◆ **What is needed**:
Give the entries again exactly; drop the pictures.

◆ **Task input**:
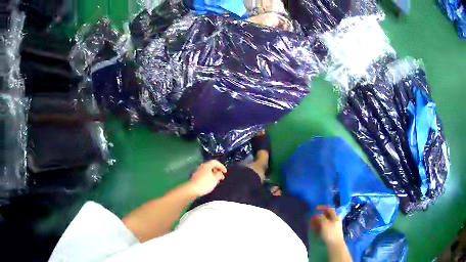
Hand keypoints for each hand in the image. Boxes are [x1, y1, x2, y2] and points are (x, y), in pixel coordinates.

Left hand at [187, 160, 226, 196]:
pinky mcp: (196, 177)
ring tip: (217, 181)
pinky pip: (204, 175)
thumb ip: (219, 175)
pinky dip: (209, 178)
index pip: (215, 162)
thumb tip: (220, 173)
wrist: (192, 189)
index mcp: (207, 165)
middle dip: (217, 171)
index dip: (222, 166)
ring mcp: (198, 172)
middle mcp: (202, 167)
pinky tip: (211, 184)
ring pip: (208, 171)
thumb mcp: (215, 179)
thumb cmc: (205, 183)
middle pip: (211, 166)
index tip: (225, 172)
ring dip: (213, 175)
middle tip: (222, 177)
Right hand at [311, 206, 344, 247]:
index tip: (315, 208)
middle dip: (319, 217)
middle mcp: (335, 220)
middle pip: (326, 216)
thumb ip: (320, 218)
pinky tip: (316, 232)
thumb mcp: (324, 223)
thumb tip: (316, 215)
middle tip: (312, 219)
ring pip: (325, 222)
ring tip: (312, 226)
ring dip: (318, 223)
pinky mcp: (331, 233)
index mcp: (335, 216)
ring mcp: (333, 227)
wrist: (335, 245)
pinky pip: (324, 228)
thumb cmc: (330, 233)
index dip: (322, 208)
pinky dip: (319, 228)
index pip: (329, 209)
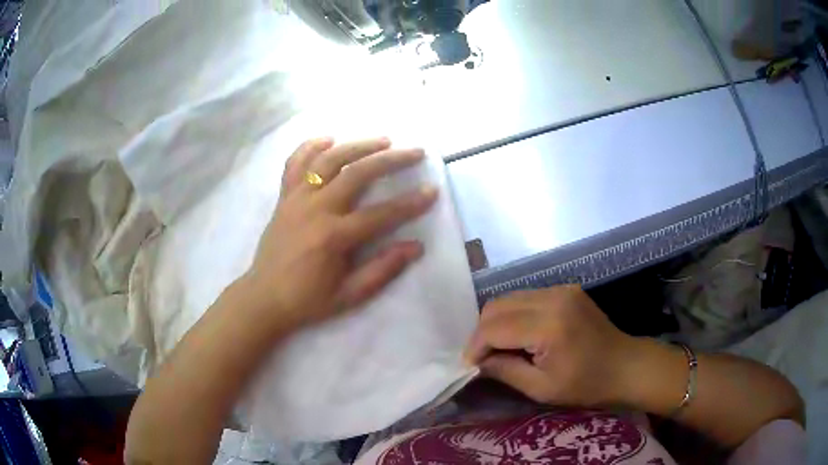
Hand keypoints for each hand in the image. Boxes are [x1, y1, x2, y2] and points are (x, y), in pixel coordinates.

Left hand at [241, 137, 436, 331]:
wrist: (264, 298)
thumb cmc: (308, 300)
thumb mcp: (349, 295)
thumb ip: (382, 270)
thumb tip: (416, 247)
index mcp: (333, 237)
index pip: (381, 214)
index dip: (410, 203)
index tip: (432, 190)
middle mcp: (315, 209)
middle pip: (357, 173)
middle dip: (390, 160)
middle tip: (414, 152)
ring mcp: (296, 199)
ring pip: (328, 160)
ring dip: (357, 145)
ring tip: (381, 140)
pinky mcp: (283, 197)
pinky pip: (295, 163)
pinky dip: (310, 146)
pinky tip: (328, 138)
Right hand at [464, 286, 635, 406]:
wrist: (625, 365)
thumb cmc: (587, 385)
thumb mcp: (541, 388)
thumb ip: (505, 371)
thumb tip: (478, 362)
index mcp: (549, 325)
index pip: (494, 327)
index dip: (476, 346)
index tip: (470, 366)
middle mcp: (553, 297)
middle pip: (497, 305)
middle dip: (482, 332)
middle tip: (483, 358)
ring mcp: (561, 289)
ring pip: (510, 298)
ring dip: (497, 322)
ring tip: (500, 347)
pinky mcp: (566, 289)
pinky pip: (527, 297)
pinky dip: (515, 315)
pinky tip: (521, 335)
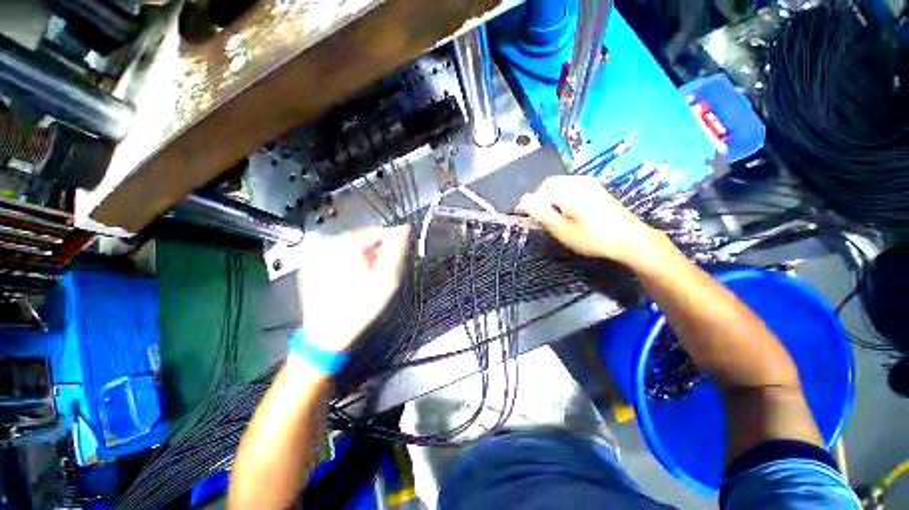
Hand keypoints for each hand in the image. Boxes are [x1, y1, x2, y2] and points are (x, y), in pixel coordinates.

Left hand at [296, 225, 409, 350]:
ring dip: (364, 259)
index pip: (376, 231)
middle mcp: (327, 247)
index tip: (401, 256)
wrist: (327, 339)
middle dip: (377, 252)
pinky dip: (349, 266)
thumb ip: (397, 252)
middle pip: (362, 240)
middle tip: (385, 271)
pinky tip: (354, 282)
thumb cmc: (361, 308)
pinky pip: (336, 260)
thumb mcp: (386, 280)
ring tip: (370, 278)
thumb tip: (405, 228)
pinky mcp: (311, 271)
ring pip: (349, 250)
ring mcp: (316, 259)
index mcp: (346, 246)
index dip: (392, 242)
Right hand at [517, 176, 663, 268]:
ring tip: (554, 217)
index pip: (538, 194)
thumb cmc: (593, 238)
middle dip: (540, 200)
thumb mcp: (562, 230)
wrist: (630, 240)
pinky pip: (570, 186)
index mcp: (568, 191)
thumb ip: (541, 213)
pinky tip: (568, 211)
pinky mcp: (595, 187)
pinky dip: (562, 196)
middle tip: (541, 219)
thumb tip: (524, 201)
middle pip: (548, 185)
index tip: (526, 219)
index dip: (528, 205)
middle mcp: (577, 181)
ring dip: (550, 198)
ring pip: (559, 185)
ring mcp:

◆ **Result of the exercise**:
Hand keypoints for each hand in the image. Boxes are [x1, y1, x2, y2] and points are (x, y), in pixel coordinates.

Left hand at [187, 160, 226, 196]:
pinky mcp: (196, 177)
ring tip: (217, 181)
pinky pip: (204, 175)
thumb ip: (219, 175)
pinky dip: (209, 178)
index pip: (215, 162)
thumb tip: (220, 173)
wrist: (192, 189)
index mcp: (207, 165)
middle dip: (217, 171)
index dip: (222, 166)
ring mcp: (198, 172)
middle mcp: (202, 167)
pinky tip: (211, 184)
ring pip: (208, 171)
thumb mcp: (215, 179)
thumb cmc: (205, 183)
middle pip: (211, 166)
index tip: (225, 172)
ring dip: (213, 175)
middle tip: (222, 177)
Right hand at [311, 206, 344, 247]:
index tip: (315, 208)
middle dip: (319, 217)
middle mcp: (335, 220)
middle pip: (326, 216)
thumb ip: (320, 218)
pinky tip: (316, 232)
thumb mcp: (324, 223)
thumb tip: (316, 215)
middle tip: (312, 219)
ring pip: (325, 222)
ring tip: (312, 226)
ring dip: (318, 223)
pinky mcp: (331, 233)
index mcp: (335, 216)
ring mcp: (333, 227)
wrist: (335, 245)
pinky pip: (324, 228)
thumb cmc: (330, 233)
index dip: (322, 208)
pinky dip: (319, 228)
index pip: (329, 209)
Hand keypoints for each hand in the image. Boxes are [x1, y1, x2, y2] and points are (x, y), in pixel coordinates.

Left hand at [241, 137, 436, 331]:
wrist: (264, 298)
thumb cmc: (308, 300)
thumb mcp: (349, 295)
thumb ip: (382, 270)
thumb tip: (416, 247)
index mcp: (333, 237)
index pip: (381, 214)
index dip: (410, 203)
index tip: (432, 190)
middle mcp: (315, 209)
middle pip: (357, 173)
middle dip: (390, 160)
middle tip: (414, 152)
ring mcp: (296, 199)
ring pip: (328, 160)
ring dip: (357, 145)
ring tip: (381, 140)
pinky mcp: (283, 197)
pinky pip: (295, 163)
pinky dip: (310, 146)
pinky tip: (328, 138)
Right hand at [464, 286, 635, 406]:
wrist: (625, 365)
thumb cmc: (587, 385)
thumb mcp: (541, 388)
thumb ip: (505, 371)
thumb tip: (478, 362)
index mcp: (549, 325)
index pip: (494, 327)
index dip: (476, 346)
index tip: (470, 366)
middle mcp: (553, 297)
middle pip: (497, 305)
middle dip: (482, 332)
middle tip: (483, 358)
ring mcp: (561, 289)
ring pip: (510, 298)
ring dip: (497, 322)
ring tip: (500, 347)
pinky mcp: (566, 289)
pinky pip: (527, 297)
pinky dip: (515, 315)
pinky tip: (521, 335)
Hand keypoints for each hand in the image. Boxes are [x1, y1, x2, y2] and points are (x, y), in pixel coordinates.

Left hand at [296, 225, 409, 350]:
ring dip: (364, 259)
index pip: (376, 231)
middle mcp: (327, 247)
index tip: (401, 256)
wrist: (327, 339)
middle dip: (377, 252)
pinky dip: (349, 266)
thumb ip: (397, 252)
middle pip: (362, 240)
middle tip: (385, 271)
pinky tip: (354, 282)
thumb cmc: (361, 308)
pinky pip: (336, 260)
thumb mcp: (386, 280)
ring tip: (370, 278)
thumb tip: (405, 228)
pinky mcp: (311, 271)
ring pip: (349, 250)
ring mcp: (316, 259)
index mcp: (346, 246)
index dip: (392, 242)
Right hand at [517, 176, 663, 268]:
ring tip: (554, 217)
index pip: (538, 194)
thumb cmc: (593, 238)
middle dip: (540, 200)
thumb mcp: (562, 230)
wrist: (630, 240)
pinky pip: (570, 186)
index mcp: (568, 191)
thumb ip: (541, 213)
pinky tip: (568, 211)
pinky mcp: (595, 187)
pinky dip: (562, 196)
middle tip: (541, 219)
thumb tip: (524, 201)
middle pip: (548, 185)
index tip: (526, 219)
index dip: (528, 205)
middle mcp: (577, 181)
ring dip: (550, 198)
ring pip: (559, 185)
ring mcp:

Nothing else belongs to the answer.